Monday, August 20th, 2012 and is filed under Blog
Welcome to Obama’s America. The Midwest is languishing from the effects of the severe drought, yet the administration is refusing to ease its own restrictions that are spiking the cost of food, fuel, and electricity.
Despite the rising costs of gas and food, Obama refuses to suspend the ethanol mandate. Despite the record heat and rising cost of electricity, Obama is refusing to suspend 4 major EPA regulations on coal-fired plants. Now, a report from the Government Accountability Office has found that these regulations will disproportionately hurt the Midwest. The Washington Examiner reports:
Four coal industry regulations from the Environmental Protection Agency (EPA) will likely cause electricity prices to rise and may “compromise” electric grid reliability — especially in the Midwest and South — according to the Government Accountability Office.
“Several representatives from power companies and officials from federal and state regulatory agencies have expressed concerns that as companies incur additional costs in responding to these additional regulations, and as the electricity supply is affected by generating unit requirements, electricity prices could increase and reliability — the ability to meet consumers’ electricity demands — could be compromised,” the GAO reported to Sen. Jay Rockefeller, D-W.V., yesterday.
Two of the regulations (the Cross-State Air Pollution Rule and the Mercury and Air Toxics Standards) have already been finalized, while two others (the Cooling Water Intake Structures regulation and the Disposal of Coal Combustion residuals) are still under consideration. The EPA has pushed these rules in order to mitigate health risks that may arise from exposure to coal emissions. Taken as a whole, the rules require coal-fueled power plants to upgrade their technology in order to meet new standards.
The studies the GAO surveyed predicted that between two and 12 percent of American coal-fueled power plant to close “in response to the four regulations rather than installing controls,” the GAO said. “Two of the studies we reviewed reported national estimates of the total costs of actions power companies may take in response to the four key EPA regulations, projecting from $16 billion to $21 billion in additional annual costs.”
This is what Obama meant when he promised that the cost of electricity would necessarily increase as a result of his regulations.

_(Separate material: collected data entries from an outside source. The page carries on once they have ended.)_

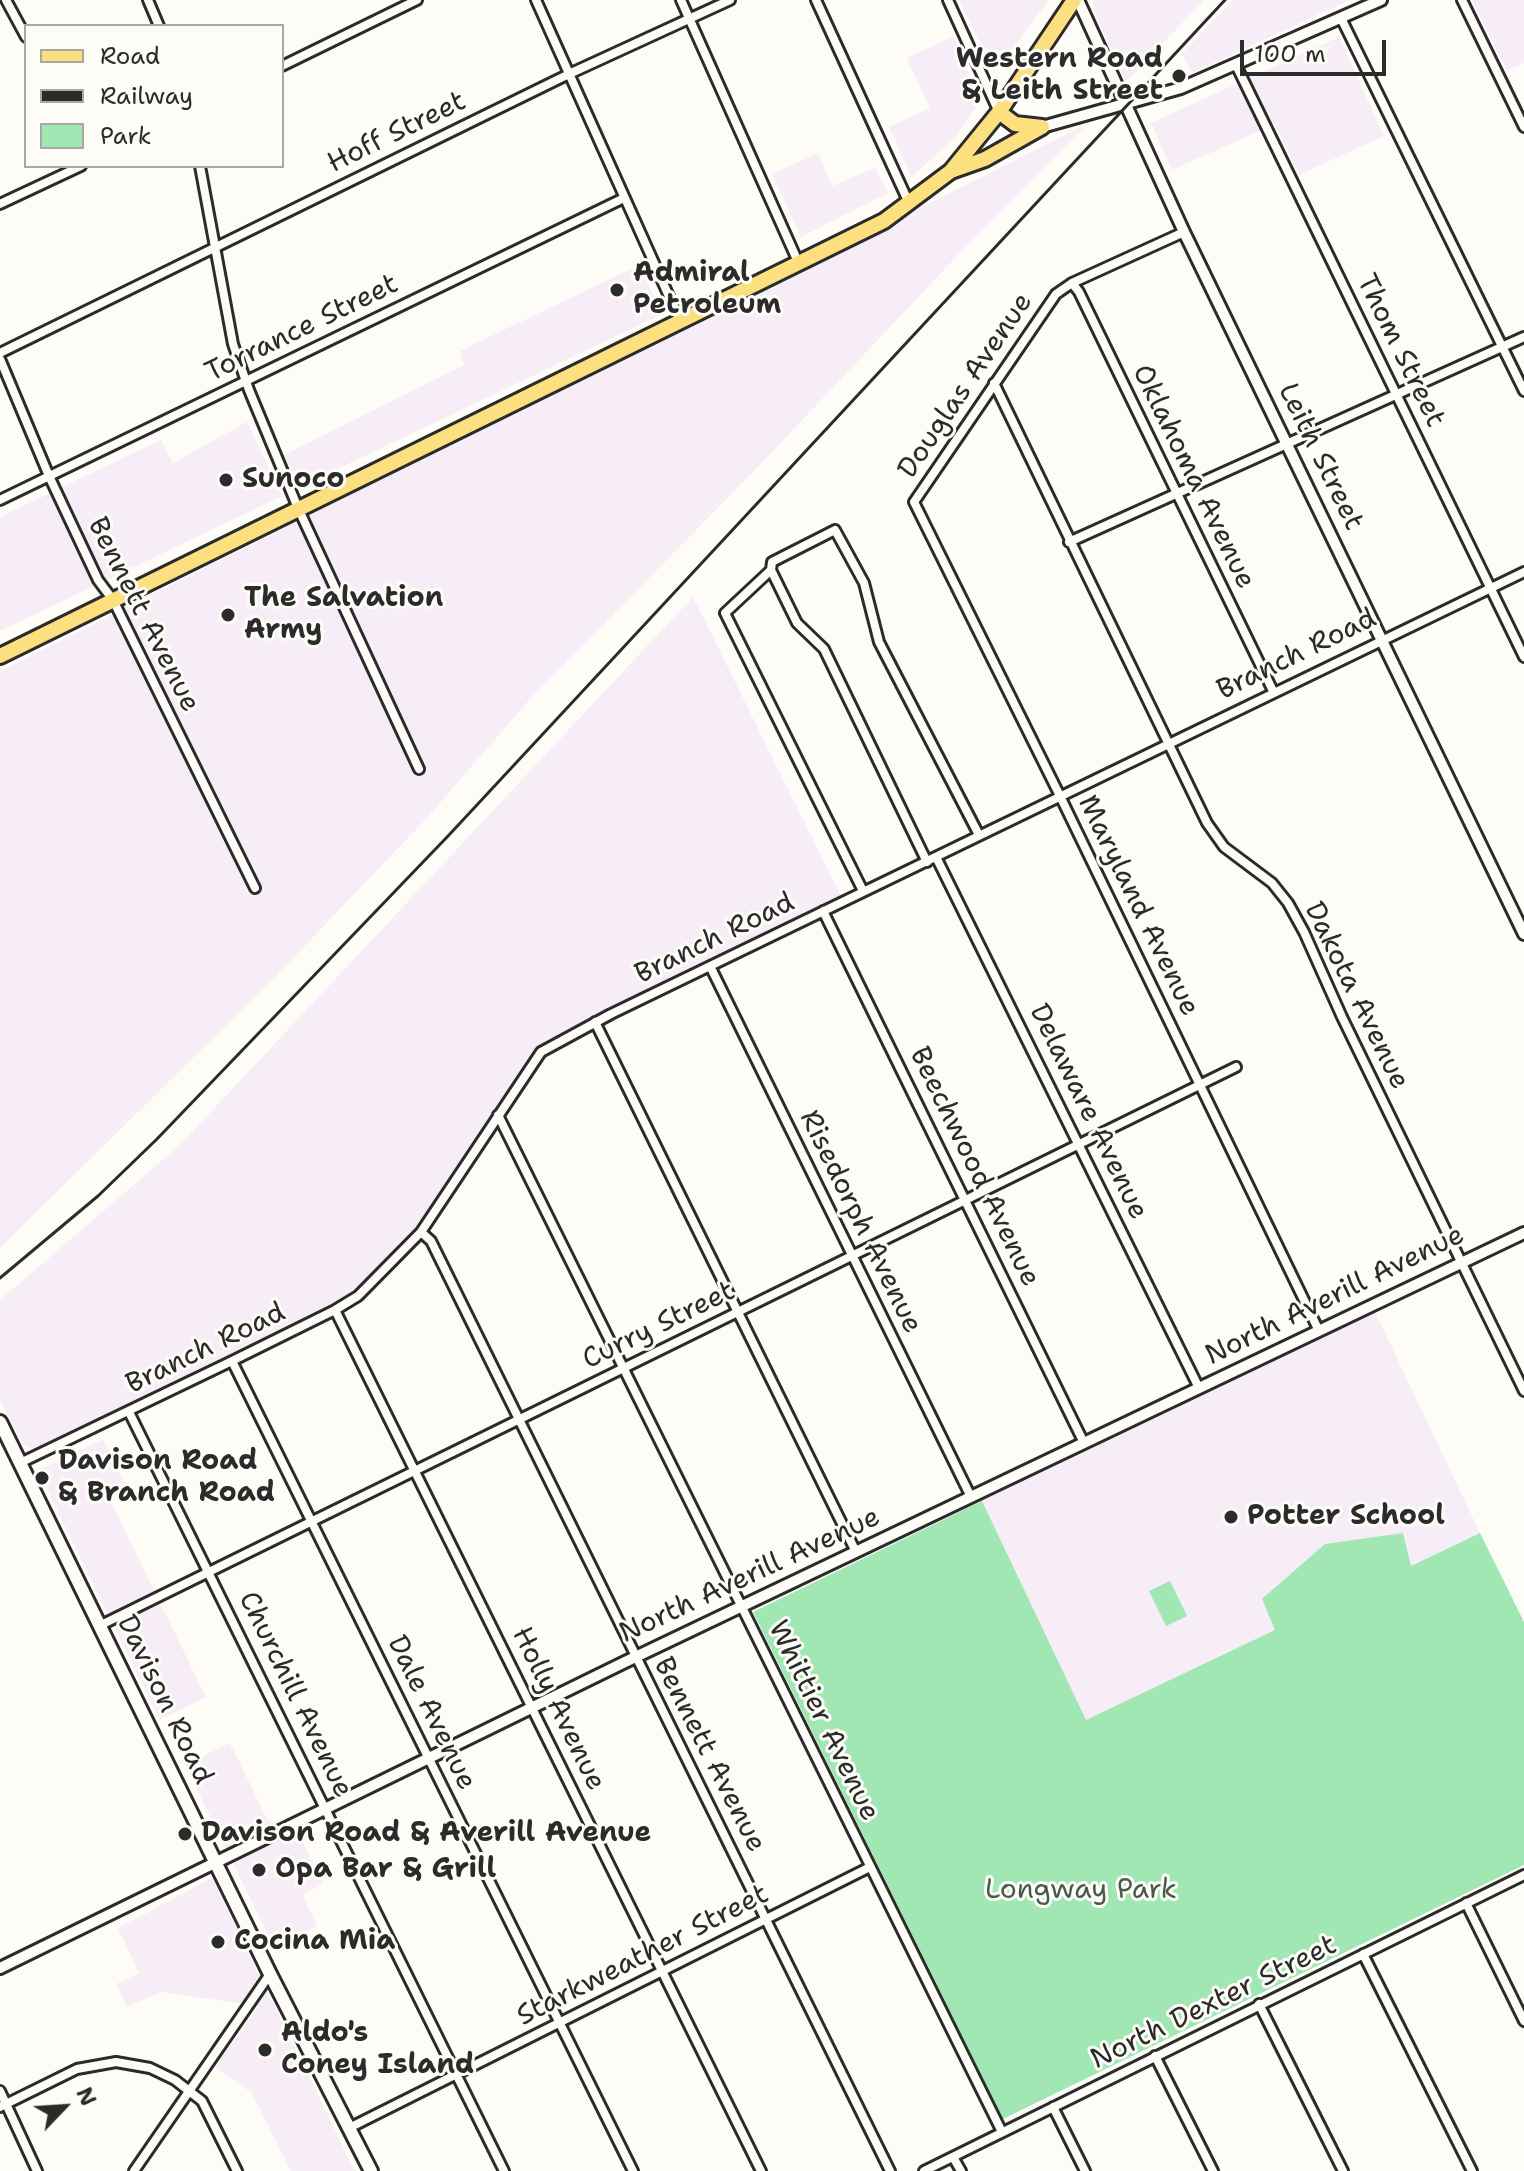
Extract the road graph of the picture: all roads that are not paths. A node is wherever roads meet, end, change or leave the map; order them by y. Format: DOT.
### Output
graph roads {
  1 [pos="6,0"];
  2 [pos="148,0"];
  3 [pos="417,0"];
  4 [pos="536,0"];
  5 [pos="681,0"];
  6 [pos="730,0"];
  7 [pos="816,0"];
  8 [pos="948,0"];
  9 [pos="1076,0"];
  10 [pos="1381,0"];
  11 [pos="1462,0"];
  12 [pos="399,4"];
  13 [pos="1341,18"];
  14 [pos="689,19"];
  15 [pos="158,24"];
  16 [pos="24,33"];
  17 [pos="284,65"];
  18 [pos="1236,65"];
  19 [pos="569,74"];
  20 [pos="1126,105"];
  21 [pos="999,112"];
  22 [pos="1042,127"];
  23 [pos="1524,127"];
  24 [pos="73,168"];
  25 [pos="200,168"];
  26 [pos="951,171"];
  27 [pos="624,198"];
  28 [pos="909,203"];
  29 [pos="0,204"];
  30 [pos="1184,232"];
  31 [pos="214,246"];
  32 [pos="799,264"];
  33 [pos="1072,283"];
  34 [pos="681,323"];
  35 [pos="1524,337"];
  36 [pos="1502,347"];
  37 [pos="0,356"];
  38 [pos="246,380"];
  39 [pos="994,383"];
  40 [pos="1524,391"];
  41 [pos="1397,395"];
  42 [pos="1288,445"];
  43 [pos="49,476"];
  44 [pos="1177,493"];
  45 [pos="0,500"];
  46 [pos="914,502"];
  47 [pos="298,508"];
  48 [pos="1069,542"];
  49 [pos="771,570"];
  50 [pos="1524,572"];
  51 [pos="1490,588"];
  52 [pos="113,600"];
  53 [pos="1382,639"];
  54 [pos="0,656"];
  55 [pos="1524,657"];
  56 [pos="1273,691"];
  57 [pos="1167,743"];
  58 [pos="419,769"];
  59 [pos="1060,796"];
  60 [pos="979,835"];
  61 [pos="936,857"];
  62 [pos="927,862"];
  63 [pos="255,888"];
  64 [pos="863,891"];
  65 [pos="823,911"];
  66 [pos="1524,934"];
  67 [pos="710,966"];
  68 [pos="595,1022"];
  69 [pos="1236,1067"];
  70 [pos="1199,1084"];
  71 [pos="498,1115"];
  72 [pos="1078,1142"];
  73 [pos="965,1199"];
  74 [pos="421,1232"];
  75 [pos="1524,1233"];
  76 [pos="852,1255"];
  77 [pos="1461,1262"];
  78 [pos="335,1310"];
  79 [pos="739,1310"];
  80 [pos="1319,1331"];
  81 [pos="232,1361"];
  82 [pos="625,1367"];
  83 [pos="1199,1388"];
  84 [pos="1524,1391"];
  85 [pos="129,1412"];
  86 [pos="518,1420"];
  87 [pos="0,1422"];
  88 [pos="1084,1443"];
  89 [pos="20,1463"];
  90 [pos="415,1470"];
  91 [pos="971,1497"];
  92 [pos="312,1522"];
  93 [pos="856,1552"];
  94 [pos="209,1571"];
  95 [pos="743,1607"];
  96 [pos="101,1625"];
  97 [pos="635,1657"];
  98 [pos="533,1707"];
  99 [pos="428,1758"];
  100 [pos="326,1809"];
  101 [pos="216,1861"];
  102 [pos="870,1867"];
  103 [pos="1524,1875"];
  104 [pos="1466,1903"];
  105 [pos="766,1919"];
  106 [pos="1363,1954"];
  107 [pos="0,1968"];
  108 [pos="663,1971"];
  109 [pos="270,1974"];
  110 [pos="1259,2004"];
  111 [pos="1524,2021"];
  112 [pos="559,2023"];
  113 [pos="1155,2056"];
  114 [pos="456,2074"];
  115 [pos="190,2090"];
  116 [pos="0,2091"];
  117 [pos="3,2105"];
  118 [pos="1053,2107"];
  119 [pos="349,2128"];
  120 [pos="1002,2132"];
  121 [pos="953,2157"];
  122 [pos="37,2171"];
  123 [pos="134,2171"];
  124 [pos="237,2171"];
  125 [pos="371,2171"];
  126 [pos="504,2171"];
  127 [pos="633,2171"];
  128 [pos="761,2171"];
  129 [pos="890,2171"];
  130 [pos="924,2171"];
  131 [pos="961,2171"];
  132 [pos="1085,2171"];
  133 [pos="1213,2171"];
  134 [pos="1343,2171"];
  135 [pos="1472,2171"];
  1 -- 16 [label="street"];
  2 -- 15 [label="street"];
  3 -- 12 [label="street"];
  4 -- 19 [label="street"];
  5 -- 14 [label="street"];
  6 -- 14 [label="street, Hoff Street"];
  7 -- 28 [label="street"];
  8 -- 21 [label="street"];
  9 -- 20 [label="street, Leith Street"];
  9 -- 21 [label="main road"];
  10 -- 13 [label="street"];
  11 -- 23 [label="street"];
  12 -- 17 [label="street"];
  13 -- 18 [label="street"];
  13 -- 36 [label="street"];
  14 -- 19 [label="street, Hoff Street"];
  14 -- 32 [label="street"];
  18 -- 20 [label="street"];
  18 -- 41 [label="street, Thom Street"];
  19 -- 27 [label="street"];
  19 -- 31 [label="street, Hoff Street"];
  20 -- 22 [label="street"];
  20 -- 30 [label="street, Leith Street"];
  21 -- 22 [label="main road"];
  21 -- 26 [label="main road"];
  22 -- 26 [label="main road"];
  24 -- 29 [label="street"];
  25 -- 31 [label="street"];
  26 -- 28 [label="main road"];
  27 -- 34 [label="street"];
  27 -- 38 [label="street, Torrance Street"];
  28 -- 32 [label="main road"];
  30 -- 33 [label="street, Douglas Avenue"];
  30 -- 42 [label="street, Leith Street"];
  31 -- 37 [label="street, Hoff Street"];
  31 -- 38 [label="street"];
  32 -- 34 [label="main road"];
  33 -- 39 [label="street, Douglas Avenue"];
  33 -- 44 [label="street, Oklahoma Avenue"];
  34 -- 47 [label="main road"];
  35 -- 36 [label="street"];
  36 -- 40 [label="street"];
  36 -- 41 [label="street"];
  37 -- 43 [label="street, Bennett Avenue"];
  38 -- 43 [label="street, Torrance Street"];
  38 -- 47 [label="street"];
  39 -- 46 [label="street, Douglas Avenue"];
  39 -- 48 [label="street, Dakota Avenue"];
  41 -- 42 [label="street"];
  41 -- 51 [label="street, Thom Street"];
  42 -- 44 [label="street"];
  42 -- 53 [label="street, Leith Street"];
  43 -- 45 [label="street, Torrance Street"];
  43 -- 52 [label="street, Bennett Avenue"];
  44 -- 48 [label="street"];
  44 -- 56 [label="street, Oklahoma Avenue"];
  46 -- 59 [label="street, Maryland Avenue"];
  47 -- 52 [label="main road"];
  47 -- 58 [label="street"];
  48 -- 57 [label="street, Dakota Avenue"];
  49 -- 60 [label="street"];
  49 -- 62 [label="street"];
  49 -- 64 [label="street"];
  50 -- 51 [label="street, Branch Road"];
  51 -- 53 [label="street, Branch Road"];
  51 -- 55 [label="street, Thom Street"];
  52 -- 54 [label="main road"];
  52 -- 63 [label="street, Bennett Avenue"];
  53 -- 56 [label="street, Branch Road"];
  53 -- 66 [label="street, Leith Street"];
  56 -- 57 [label="street, Branch Road"];
  57 -- 59 [label="street, Branch Road"];
  57 -- 77 [label="street, Dakota Avenue"];
  59 -- 60 [label="street, Branch Road"];
  59 -- 70 [label="street, Maryland Avenue"];
  60 -- 61 [label="street, Branch Road"];
  61 -- 62 [label="street, Branch Road"];
  61 -- 72 [label="street, Delaware Avenue"];
  62 -- 64 [label="street, Branch Road"];
  64 -- 65 [label="street, Branch Road"];
  65 -- 67 [label="street, Branch Road"];
  65 -- 73 [label="street, Beechwood Avenue"];
  67 -- 68 [label="street, Branch Road"];
  67 -- 76 [label="street, Risedorph Avenue"];
  68 -- 71 [label="street, Branch Road"];
  68 -- 79 [label="street"];
  69 -- 70 [label="street, Curry Street"];
  70 -- 72 [label="street, Curry Street"];
  70 -- 80 [label="street, Maryland Avenue"];
  71 -- 74 [label="street, Branch Road"];
  71 -- 82 [label="street, Whittier Avenue"];
  72 -- 73 [label="street, Curry Street"];
  72 -- 83 [label="street, Delaware Avenue"];
  73 -- 76 [label="street, Curry Street"];
  73 -- 88 [label="street, Beechwood Avenue"];
  74 -- 78 [label="street, Branch Road"];
  74 -- 86 [label="street, Bennett Avenue"];
  75 -- 77 [label="street, North Averill Avenue"];
  76 -- 79 [label="street, Curry Street"];
  76 -- 91 [label="street, Risedorph Avenue"];
  77 -- 80 [label="street, North Averill Avenue"];
  77 -- 84 [label="street, Dakota Avenue"];
  78 -- 81 [label="street, Branch Road"];
  78 -- 90 [label="street, Holly Avenue"];
  79 -- 82 [label="street, Curry Street"];
  79 -- 93 [label="street"];
  80 -- 83 [label="street, North Averill Avenue"];
  81 -- 85 [label="street, Branch Road"];
  81 -- 92 [label="street, Dale Avenue"];
  82 -- 86 [label="street, Curry Street"];
  82 -- 95 [label="street, Whittier Avenue"];
  83 -- 88 [label="street, North Averill Avenue"];
  85 -- 89 [label="street, Branch Road"];
  85 -- 94 [label="street, Churchill Avenue"];
  86 -- 90 [label="street, Curry Street"];
  86 -- 97 [label="street, Bennett Avenue"];
  87 -- 89 [label="main road, Davison Road"];
  88 -- 91 [label="street, North Averill Avenue"];
  89 -- 96 [label="main road, Davison Road"];
  90 -- 92 [label="street, Curry Street"];
  90 -- 98 [label="street, Holly Avenue"];
  91 -- 93 [label="street, North Averill Avenue"];
  92 -- 94 [label="street, Curry Street"];
  92 -- 99 [label="street, Dale Avenue"];
  93 -- 95 [label="street, North Averill Avenue"];
  94 -- 96 [label="street, Curry Street"];
  94 -- 100 [label="street, Churchill Avenue"];
  95 -- 97 [label="street, North Averill Avenue"];
  95 -- 102 [label="street, Whittier Avenue"];
  96 -- 101 [label="main road, Davison Road"];
  97 -- 98 [label="street, North Averill Avenue"];
  97 -- 105 [label="street, Bennett Avenue"];
  98 -- 99 [label="street, North Averill Avenue"];
  98 -- 108 [label="street, Holly Avenue"];
  99 -- 100 [label="street, North Averill Avenue"];
  99 -- 112 [label="street, Dale Avenue"];
  100 -- 101 [label="street, North Averill Avenue"];
  100 -- 114 [label="street, Churchill Avenue"];
  101 -- 107 [label="street, North Averill Avenue"];
  101 -- 109 [label="main road, Davison Road"];
  102 -- 105 [label="street, Starkweather Street"];
  102 -- 120 [label="street, Whittier Avenue"];
  103 -- 104 [label="street, North Dexter Street"];
  104 -- 106 [label="street, North Dexter Street"];
  104 -- 111 [label="street"];
  105 -- 108 [label="street, Starkweather Street"];
  105 -- 129 [label="street, Bennett Avenue"];
  106 -- 110 [label="street, North Dexter Street"];
  106 -- 135 [label="street"];
  108 -- 112 [label="street, Starkweather Street"];
  108 -- 128 [label="street, Holly Avenue"];
  109 -- 115 [label="street"];
  109 -- 119 [label="main road, Davison Road"];
  110 -- 113 [label="street, North Dexter Street"];
  110 -- 134 [label="street"];
  112 -- 114 [label="street, Starkweather Street"];
  112 -- 127 [label="street, Dale Avenue"];
  113 -- 118 [label="street, North Dexter Street"];
  113 -- 133 [label="street"];
  114 -- 119 [label="street, Starkweather Street"];
  114 -- 126 [label="street, Churchill Avenue"];
  115 -- 117 [label="street"];
  115 -- 123 [label="street"];
  115 -- 124 [label="street"];
  116 -- 117 [label="street"];
  117 -- 122 [label="street"];
  118 -- 120 [label="street, North Dexter Street"];
  118 -- 132 [label="street"];
  119 -- 125 [label="main road, Davison Road"];
  120 -- 121 [label="street, North Dexter Street"];
  121 -- 130 [label="street, North Dexter Street"];
  121 -- 131 [label="street"];
}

I hate to sound like a broken record talking about the budget, but Republicans don’t have to take it on the chin. They can refuse to fund these regulations when final budget negotiations begin in September for Fiscal Year 2013.
I understand that many conservatives feel it’s worth waiting a few months longer until 2013, when presumably, we would have more political power to implement our policies. They feel that it’s too risky to orchestrate a budget fight right before the elections. However, there is no bigger political liability for Obama than his energy policy. If we take a stand on the EPA coal regulations during the budget battle, “the war on coal” will define the election. And if the war on coal defines the election, Obama will get crushed in the rust belt and greater Midwest, guaranteeing him wholesale defeat.
With this week’s narrative focused on Todd Akin’s “rape” comments and Republican House members skinny-dipping in the Sea of Galilee, this is a game-changing issue that Republicans should embrace.